Data entries

++++++++++

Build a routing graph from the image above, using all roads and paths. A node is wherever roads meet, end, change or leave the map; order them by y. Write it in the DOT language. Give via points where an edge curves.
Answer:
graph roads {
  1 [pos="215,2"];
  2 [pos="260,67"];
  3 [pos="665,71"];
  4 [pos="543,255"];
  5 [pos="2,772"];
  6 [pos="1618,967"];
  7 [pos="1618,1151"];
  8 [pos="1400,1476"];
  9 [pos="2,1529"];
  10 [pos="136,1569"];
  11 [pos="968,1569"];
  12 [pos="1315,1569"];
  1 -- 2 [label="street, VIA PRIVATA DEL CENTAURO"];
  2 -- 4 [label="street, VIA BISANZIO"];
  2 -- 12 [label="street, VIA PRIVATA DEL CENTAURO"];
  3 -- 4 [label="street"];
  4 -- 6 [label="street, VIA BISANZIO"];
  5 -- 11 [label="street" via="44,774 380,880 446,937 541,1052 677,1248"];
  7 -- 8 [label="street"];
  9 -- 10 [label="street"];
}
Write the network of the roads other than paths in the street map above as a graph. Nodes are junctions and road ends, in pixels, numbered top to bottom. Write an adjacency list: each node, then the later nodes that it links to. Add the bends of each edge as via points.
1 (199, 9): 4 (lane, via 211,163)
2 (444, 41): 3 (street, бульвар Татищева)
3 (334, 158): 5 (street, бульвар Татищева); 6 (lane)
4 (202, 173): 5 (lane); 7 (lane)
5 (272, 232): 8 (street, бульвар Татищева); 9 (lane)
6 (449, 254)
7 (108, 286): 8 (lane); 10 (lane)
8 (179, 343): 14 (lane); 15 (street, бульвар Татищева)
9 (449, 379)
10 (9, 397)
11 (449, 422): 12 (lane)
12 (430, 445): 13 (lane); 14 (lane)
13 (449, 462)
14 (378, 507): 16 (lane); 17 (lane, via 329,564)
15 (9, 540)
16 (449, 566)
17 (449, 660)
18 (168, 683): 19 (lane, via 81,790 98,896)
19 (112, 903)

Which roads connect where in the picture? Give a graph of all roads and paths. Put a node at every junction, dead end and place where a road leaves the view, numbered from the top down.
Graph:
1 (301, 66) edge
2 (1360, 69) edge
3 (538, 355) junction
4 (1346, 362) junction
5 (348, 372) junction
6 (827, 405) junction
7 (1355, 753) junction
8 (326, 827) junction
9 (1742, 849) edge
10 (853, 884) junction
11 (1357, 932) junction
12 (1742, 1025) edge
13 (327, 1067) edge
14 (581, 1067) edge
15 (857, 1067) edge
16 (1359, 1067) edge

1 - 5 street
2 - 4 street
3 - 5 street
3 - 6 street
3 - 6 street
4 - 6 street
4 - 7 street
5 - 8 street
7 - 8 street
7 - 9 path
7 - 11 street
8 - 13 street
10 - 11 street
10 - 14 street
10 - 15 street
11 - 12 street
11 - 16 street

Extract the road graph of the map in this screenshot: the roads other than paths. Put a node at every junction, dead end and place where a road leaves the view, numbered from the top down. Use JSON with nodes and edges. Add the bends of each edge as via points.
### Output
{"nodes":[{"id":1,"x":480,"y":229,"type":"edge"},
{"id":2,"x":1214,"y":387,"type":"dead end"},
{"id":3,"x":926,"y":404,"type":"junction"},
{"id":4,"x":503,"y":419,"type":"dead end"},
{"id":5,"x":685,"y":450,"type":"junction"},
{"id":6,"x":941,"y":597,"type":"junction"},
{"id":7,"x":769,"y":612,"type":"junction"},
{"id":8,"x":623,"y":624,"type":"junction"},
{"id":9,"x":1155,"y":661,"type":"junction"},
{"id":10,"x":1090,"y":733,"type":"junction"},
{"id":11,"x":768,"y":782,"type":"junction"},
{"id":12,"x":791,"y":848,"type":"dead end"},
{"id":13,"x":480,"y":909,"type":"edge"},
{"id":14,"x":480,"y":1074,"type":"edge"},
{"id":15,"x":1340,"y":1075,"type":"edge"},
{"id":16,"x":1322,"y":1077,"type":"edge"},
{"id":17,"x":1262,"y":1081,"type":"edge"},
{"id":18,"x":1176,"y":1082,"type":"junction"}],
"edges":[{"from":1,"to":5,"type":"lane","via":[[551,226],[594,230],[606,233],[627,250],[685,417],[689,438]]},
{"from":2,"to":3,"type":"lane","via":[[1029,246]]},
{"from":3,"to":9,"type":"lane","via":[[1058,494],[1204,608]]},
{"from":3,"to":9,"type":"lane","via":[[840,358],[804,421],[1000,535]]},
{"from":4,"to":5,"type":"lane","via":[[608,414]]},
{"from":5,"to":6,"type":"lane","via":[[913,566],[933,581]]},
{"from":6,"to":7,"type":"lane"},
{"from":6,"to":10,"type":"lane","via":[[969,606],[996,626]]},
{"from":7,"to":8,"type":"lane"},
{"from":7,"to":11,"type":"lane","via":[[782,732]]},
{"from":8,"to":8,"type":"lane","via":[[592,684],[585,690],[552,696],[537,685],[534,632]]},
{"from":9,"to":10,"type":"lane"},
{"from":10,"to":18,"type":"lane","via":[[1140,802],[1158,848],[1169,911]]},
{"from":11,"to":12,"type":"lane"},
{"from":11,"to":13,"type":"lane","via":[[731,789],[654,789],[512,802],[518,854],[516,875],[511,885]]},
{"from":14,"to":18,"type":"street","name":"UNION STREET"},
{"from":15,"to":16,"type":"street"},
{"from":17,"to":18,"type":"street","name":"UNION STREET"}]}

++++++++++

§ What is required
Write the entries out once more, exactly as given.

§ Exercise answer
Build a routing graph from the image above, using all roads and paths. A node is wherever roads meet, end, change or leave the map; order them by y. Write it in the DOT language. Give via points where an edge curves.
Answer:
graph roads {
  1 [pos="215,2"];
  2 [pos="260,67"];
  3 [pos="665,71"];
  4 [pos="543,255"];
  5 [pos="2,772"];
  6 [pos="1618,967"];
  7 [pos="1618,1151"];
  8 [pos="1400,1476"];
  9 [pos="2,1529"];
  10 [pos="136,1569"];
  11 [pos="968,1569"];
  12 [pos="1315,1569"];
  1 -- 2 [label="street, VIA PRIVATA DEL CENTAURO"];
  2 -- 4 [label="street, VIA BISANZIO"];
  2 -- 12 [label="street, VIA PRIVATA DEL CENTAURO"];
  3 -- 4 [label="street"];
  4 -- 6 [label="street, VIA BISANZIO"];
  5 -- 11 [label="street" via="44,774 380,880 446,937 541,1052 677,1248"];
  7 -- 8 [label="street"];
  9 -- 10 [label="street"];
}
Write the network of the roads other than paths in the street map above as a graph. Nodes are junctions and road ends, in pixels, numbered top to bottom. Write an adjacency list: each node, then the later nodes that it links to. Add the bends of each edge as via points.
1 (199, 9): 4 (lane, via 211,163)
2 (444, 41): 3 (street, бульвар Татищева)
3 (334, 158): 5 (street, бульвар Татищева); 6 (lane)
4 (202, 173): 5 (lane); 7 (lane)
5 (272, 232): 8 (street, бульвар Татищева); 9 (lane)
6 (449, 254)
7 (108, 286): 8 (lane); 10 (lane)
8 (179, 343): 14 (lane); 15 (street, бульвар Татищева)
9 (449, 379)
10 (9, 397)
11 (449, 422): 12 (lane)
12 (430, 445): 13 (lane); 14 (lane)
13 (449, 462)
14 (378, 507): 16 (lane); 17 (lane, via 329,564)
15 (9, 540)
16 (449, 566)
17 (449, 660)
18 (168, 683): 19 (lane, via 81,790 98,896)
19 (112, 903)

Which roads connect where in the picture? Give a graph of all roads and paths. Put a node at every junction, dead end and place where a road leaves the view, numbered from the top down.
Graph:
1 (301, 66) edge
2 (1360, 69) edge
3 (538, 355) junction
4 (1346, 362) junction
5 (348, 372) junction
6 (827, 405) junction
7 (1355, 753) junction
8 (326, 827) junction
9 (1742, 849) edge
10 (853, 884) junction
11 (1357, 932) junction
12 (1742, 1025) edge
13 (327, 1067) edge
14 (581, 1067) edge
15 (857, 1067) edge
16 (1359, 1067) edge

1 - 5 street
2 - 4 street
3 - 5 street
3 - 6 street
3 - 6 street
4 - 6 street
4 - 7 street
5 - 8 street
7 - 8 street
7 - 9 path
7 - 11 street
8 - 13 street
10 - 11 street
10 - 14 street
10 - 15 street
11 - 12 street
11 - 16 street

Extract the road graph of the map in this screenshot: the roads other than paths. Put a node at every junction, dead end and place where a road leaves the view, numbered from the top down. Use JSON with nodes and edges. Add the bends of each edge as via points.
### Output
{"nodes":[{"id":1,"x":480,"y":229,"type":"edge"},
{"id":2,"x":1214,"y":387,"type":"dead end"},
{"id":3,"x":926,"y":404,"type":"junction"},
{"id":4,"x":503,"y":419,"type":"dead end"},
{"id":5,"x":685,"y":450,"type":"junction"},
{"id":6,"x":941,"y":597,"type":"junction"},
{"id":7,"x":769,"y":612,"type":"junction"},
{"id":8,"x":623,"y":624,"type":"junction"},
{"id":9,"x":1155,"y":661,"type":"junction"},
{"id":10,"x":1090,"y":733,"type":"junction"},
{"id":11,"x":768,"y":782,"type":"junction"},
{"id":12,"x":791,"y":848,"type":"dead end"},
{"id":13,"x":480,"y":909,"type":"edge"},
{"id":14,"x":480,"y":1074,"type":"edge"},
{"id":15,"x":1340,"y":1075,"type":"edge"},
{"id":16,"x":1322,"y":1077,"type":"edge"},
{"id":17,"x":1262,"y":1081,"type":"edge"},
{"id":18,"x":1176,"y":1082,"type":"junction"}],
"edges":[{"from":1,"to":5,"type":"lane","via":[[551,226],[594,230],[606,233],[627,250],[685,417],[689,438]]},
{"from":2,"to":3,"type":"lane","via":[[1029,246]]},
{"from":3,"to":9,"type":"lane","via":[[1058,494],[1204,608]]},
{"from":3,"to":9,"type":"lane","via":[[840,358],[804,421],[1000,535]]},
{"from":4,"to":5,"type":"lane","via":[[608,414]]},
{"from":5,"to":6,"type":"lane","via":[[913,566],[933,581]]},
{"from":6,"to":7,"type":"lane"},
{"from":6,"to":10,"type":"lane","via":[[969,606],[996,626]]},
{"from":7,"to":8,"type":"lane"},
{"from":7,"to":11,"type":"lane","via":[[782,732]]},
{"from":8,"to":8,"type":"lane","via":[[592,684],[585,690],[552,696],[537,685],[534,632]]},
{"from":9,"to":10,"type":"lane"},
{"from":10,"to":18,"type":"lane","via":[[1140,802],[1158,848],[1169,911]]},
{"from":11,"to":12,"type":"lane"},
{"from":11,"to":13,"type":"lane","via":[[731,789],[654,789],[512,802],[518,854],[516,875],[511,885]]},
{"from":14,"to":18,"type":"street","name":"UNION STREET"},
{"from":15,"to":16,"type":"street"},
{"from":17,"to":18,"type":"street","name":"UNION STREET"}]}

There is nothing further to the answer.